START Data under study

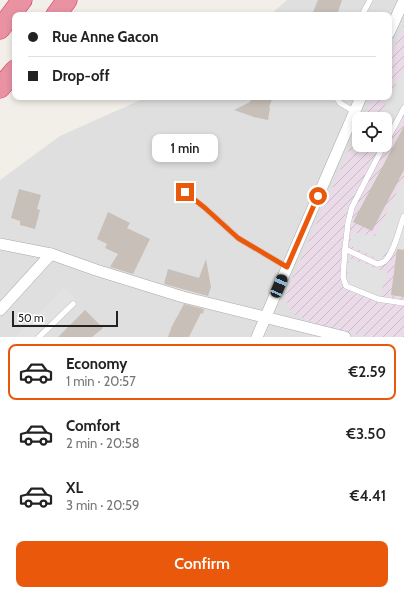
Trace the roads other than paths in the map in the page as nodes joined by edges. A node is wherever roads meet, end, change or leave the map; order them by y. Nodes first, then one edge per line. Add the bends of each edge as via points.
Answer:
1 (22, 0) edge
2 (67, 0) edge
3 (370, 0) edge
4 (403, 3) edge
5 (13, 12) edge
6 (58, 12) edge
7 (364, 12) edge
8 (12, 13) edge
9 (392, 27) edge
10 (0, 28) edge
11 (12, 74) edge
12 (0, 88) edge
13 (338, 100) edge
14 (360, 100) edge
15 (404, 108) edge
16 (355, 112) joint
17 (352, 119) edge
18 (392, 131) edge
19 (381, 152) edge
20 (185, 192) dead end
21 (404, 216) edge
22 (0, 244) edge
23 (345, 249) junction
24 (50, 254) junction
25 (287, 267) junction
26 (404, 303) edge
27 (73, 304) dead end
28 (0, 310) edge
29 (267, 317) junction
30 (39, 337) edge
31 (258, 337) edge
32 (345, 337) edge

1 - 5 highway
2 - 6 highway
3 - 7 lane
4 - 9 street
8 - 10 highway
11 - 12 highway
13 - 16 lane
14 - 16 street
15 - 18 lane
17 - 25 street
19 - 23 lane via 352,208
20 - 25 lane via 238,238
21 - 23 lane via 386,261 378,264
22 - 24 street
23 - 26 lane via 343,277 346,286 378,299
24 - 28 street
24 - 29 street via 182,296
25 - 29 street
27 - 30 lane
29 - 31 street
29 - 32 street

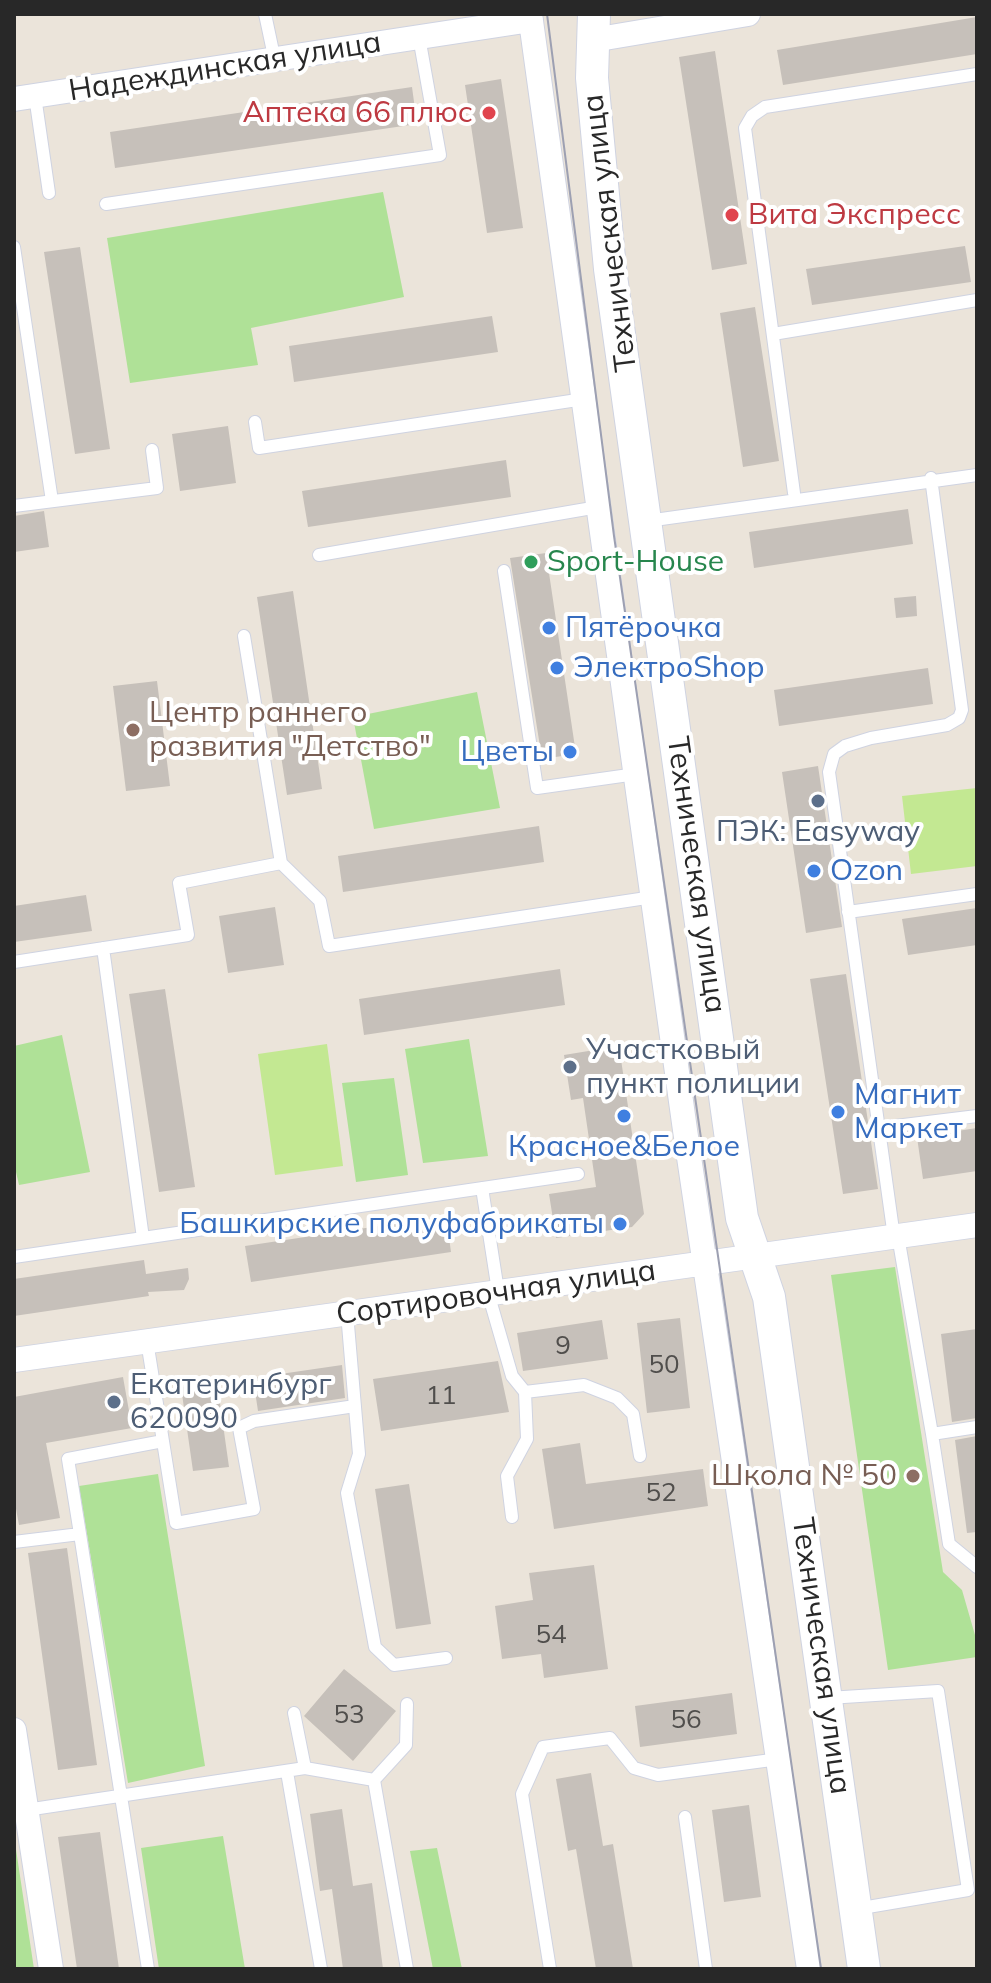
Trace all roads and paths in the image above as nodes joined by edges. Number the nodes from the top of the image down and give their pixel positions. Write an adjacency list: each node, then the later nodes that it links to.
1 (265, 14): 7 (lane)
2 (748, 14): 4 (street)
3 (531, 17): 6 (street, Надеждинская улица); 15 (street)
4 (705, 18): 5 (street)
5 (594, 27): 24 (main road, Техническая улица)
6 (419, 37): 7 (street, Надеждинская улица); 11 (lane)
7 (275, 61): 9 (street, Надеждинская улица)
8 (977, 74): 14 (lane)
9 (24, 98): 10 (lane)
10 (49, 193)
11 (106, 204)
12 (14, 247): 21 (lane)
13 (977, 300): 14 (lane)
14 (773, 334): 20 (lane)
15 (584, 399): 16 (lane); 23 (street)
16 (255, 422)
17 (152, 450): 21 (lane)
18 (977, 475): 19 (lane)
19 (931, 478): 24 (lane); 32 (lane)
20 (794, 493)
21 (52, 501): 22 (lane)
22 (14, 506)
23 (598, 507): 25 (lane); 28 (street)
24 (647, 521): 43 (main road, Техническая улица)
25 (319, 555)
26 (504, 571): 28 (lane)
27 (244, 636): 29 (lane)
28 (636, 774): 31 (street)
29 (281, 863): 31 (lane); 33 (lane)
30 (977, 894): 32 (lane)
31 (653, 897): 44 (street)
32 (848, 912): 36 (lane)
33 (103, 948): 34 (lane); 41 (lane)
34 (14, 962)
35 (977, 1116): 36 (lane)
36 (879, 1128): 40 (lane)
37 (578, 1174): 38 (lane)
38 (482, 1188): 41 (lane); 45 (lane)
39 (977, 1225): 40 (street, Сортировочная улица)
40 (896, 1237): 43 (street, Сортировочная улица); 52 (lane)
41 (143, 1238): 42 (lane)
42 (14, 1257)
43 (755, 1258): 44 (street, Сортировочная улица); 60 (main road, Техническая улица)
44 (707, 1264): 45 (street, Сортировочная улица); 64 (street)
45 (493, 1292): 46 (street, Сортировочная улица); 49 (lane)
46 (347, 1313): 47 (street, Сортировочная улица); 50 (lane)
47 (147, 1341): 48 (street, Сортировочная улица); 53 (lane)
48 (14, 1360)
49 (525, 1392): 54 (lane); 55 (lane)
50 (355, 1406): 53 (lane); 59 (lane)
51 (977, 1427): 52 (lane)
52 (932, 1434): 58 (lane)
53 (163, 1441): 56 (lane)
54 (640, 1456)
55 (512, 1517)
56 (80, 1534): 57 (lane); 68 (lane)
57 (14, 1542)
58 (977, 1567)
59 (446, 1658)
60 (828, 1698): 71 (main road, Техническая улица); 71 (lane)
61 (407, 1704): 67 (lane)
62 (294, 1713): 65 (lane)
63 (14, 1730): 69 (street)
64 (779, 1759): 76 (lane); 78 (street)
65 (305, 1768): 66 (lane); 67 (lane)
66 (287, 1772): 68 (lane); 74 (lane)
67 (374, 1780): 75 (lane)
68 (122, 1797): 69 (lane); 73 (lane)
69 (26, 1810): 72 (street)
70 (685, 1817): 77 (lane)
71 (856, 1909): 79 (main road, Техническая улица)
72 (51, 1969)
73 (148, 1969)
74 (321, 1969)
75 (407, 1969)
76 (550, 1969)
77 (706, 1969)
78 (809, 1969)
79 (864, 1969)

END Data under study

[Work to complete]: The answer is a faithful copy of the records above, with the pictures removed.

[Written answer]:
Trace the roads other than paths in the map in the page as nodes joined by edges. A node is wherever roads meet, end, change or leave the map; order them by y. Nodes first, then one edge per line. Add the bends of each edge as via points.
Answer:
1 (22, 0) edge
2 (67, 0) edge
3 (370, 0) edge
4 (403, 3) edge
5 (13, 12) edge
6 (58, 12) edge
7 (364, 12) edge
8 (12, 13) edge
9 (392, 27) edge
10 (0, 28) edge
11 (12, 74) edge
12 (0, 88) edge
13 (338, 100) edge
14 (360, 100) edge
15 (404, 108) edge
16 (355, 112) joint
17 (352, 119) edge
18 (392, 131) edge
19 (381, 152) edge
20 (185, 192) dead end
21 (404, 216) edge
22 (0, 244) edge
23 (345, 249) junction
24 (50, 254) junction
25 (287, 267) junction
26 (404, 303) edge
27 (73, 304) dead end
28 (0, 310) edge
29 (267, 317) junction
30 (39, 337) edge
31 (258, 337) edge
32 (345, 337) edge

1 - 5 highway
2 - 6 highway
3 - 7 lane
4 - 9 street
8 - 10 highway
11 - 12 highway
13 - 16 lane
14 - 16 street
15 - 18 lane
17 - 25 street
19 - 23 lane via 352,208
20 - 25 lane via 238,238
21 - 23 lane via 386,261 378,264
22 - 24 street
23 - 26 lane via 343,277 346,286 378,299
24 - 28 street
24 - 29 street via 182,296
25 - 29 street
27 - 30 lane
29 - 31 street
29 - 32 street

Trace all roads and paths in the image above as nodes joined by edges. Number the nodes from the top of the image down and give their pixel positions. Write an adjacency list: each node, then the later nodes that it links to.
1 (265, 14): 7 (lane)
2 (748, 14): 4 (street)
3 (531, 17): 6 (street, Надеждинская улица); 15 (street)
4 (705, 18): 5 (street)
5 (594, 27): 24 (main road, Техническая улица)
6 (419, 37): 7 (street, Надеждинская улица); 11 (lane)
7 (275, 61): 9 (street, Надеждинская улица)
8 (977, 74): 14 (lane)
9 (24, 98): 10 (lane)
10 (49, 193)
11 (106, 204)
12 (14, 247): 21 (lane)
13 (977, 300): 14 (lane)
14 (773, 334): 20 (lane)
15 (584, 399): 16 (lane); 23 (street)
16 (255, 422)
17 (152, 450): 21 (lane)
18 (977, 475): 19 (lane)
19 (931, 478): 24 (lane); 32 (lane)
20 (794, 493)
21 (52, 501): 22 (lane)
22 (14, 506)
23 (598, 507): 25 (lane); 28 (street)
24 (647, 521): 43 (main road, Техническая улица)
25 (319, 555)
26 (504, 571): 28 (lane)
27 (244, 636): 29 (lane)
28 (636, 774): 31 (street)
29 (281, 863): 31 (lane); 33 (lane)
30 (977, 894): 32 (lane)
31 (653, 897): 44 (street)
32 (848, 912): 36 (lane)
33 (103, 948): 34 (lane); 41 (lane)
34 (14, 962)
35 (977, 1116): 36 (lane)
36 (879, 1128): 40 (lane)
37 (578, 1174): 38 (lane)
38 (482, 1188): 41 (lane); 45 (lane)
39 (977, 1225): 40 (street, Сортировочная улица)
40 (896, 1237): 43 (street, Сортировочная улица); 52 (lane)
41 (143, 1238): 42 (lane)
42 (14, 1257)
43 (755, 1258): 44 (street, Сортировочная улица); 60 (main road, Техническая улица)
44 (707, 1264): 45 (street, Сортировочная улица); 64 (street)
45 (493, 1292): 46 (street, Сортировочная улица); 49 (lane)
46 (347, 1313): 47 (street, Сортировочная улица); 50 (lane)
47 (147, 1341): 48 (street, Сортировочная улица); 53 (lane)
48 (14, 1360)
49 (525, 1392): 54 (lane); 55 (lane)
50 (355, 1406): 53 (lane); 59 (lane)
51 (977, 1427): 52 (lane)
52 (932, 1434): 58 (lane)
53 (163, 1441): 56 (lane)
54 (640, 1456)
55 (512, 1517)
56 (80, 1534): 57 (lane); 68 (lane)
57 (14, 1542)
58 (977, 1567)
59 (446, 1658)
60 (828, 1698): 71 (main road, Техническая улица); 71 (lane)
61 (407, 1704): 67 (lane)
62 (294, 1713): 65 (lane)
63 (14, 1730): 69 (street)
64 (779, 1759): 76 (lane); 78 (street)
65 (305, 1768): 66 (lane); 67 (lane)
66 (287, 1772): 68 (lane); 74 (lane)
67 (374, 1780): 75 (lane)
68 (122, 1797): 69 (lane); 73 (lane)
69 (26, 1810): 72 (street)
70 (685, 1817): 77 (lane)
71 (856, 1909): 79 (main road, Техническая улица)
72 (51, 1969)
73 (148, 1969)
74 (321, 1969)
75 (407, 1969)
76 (550, 1969)
77 (706, 1969)
78 (809, 1969)
79 (864, 1969)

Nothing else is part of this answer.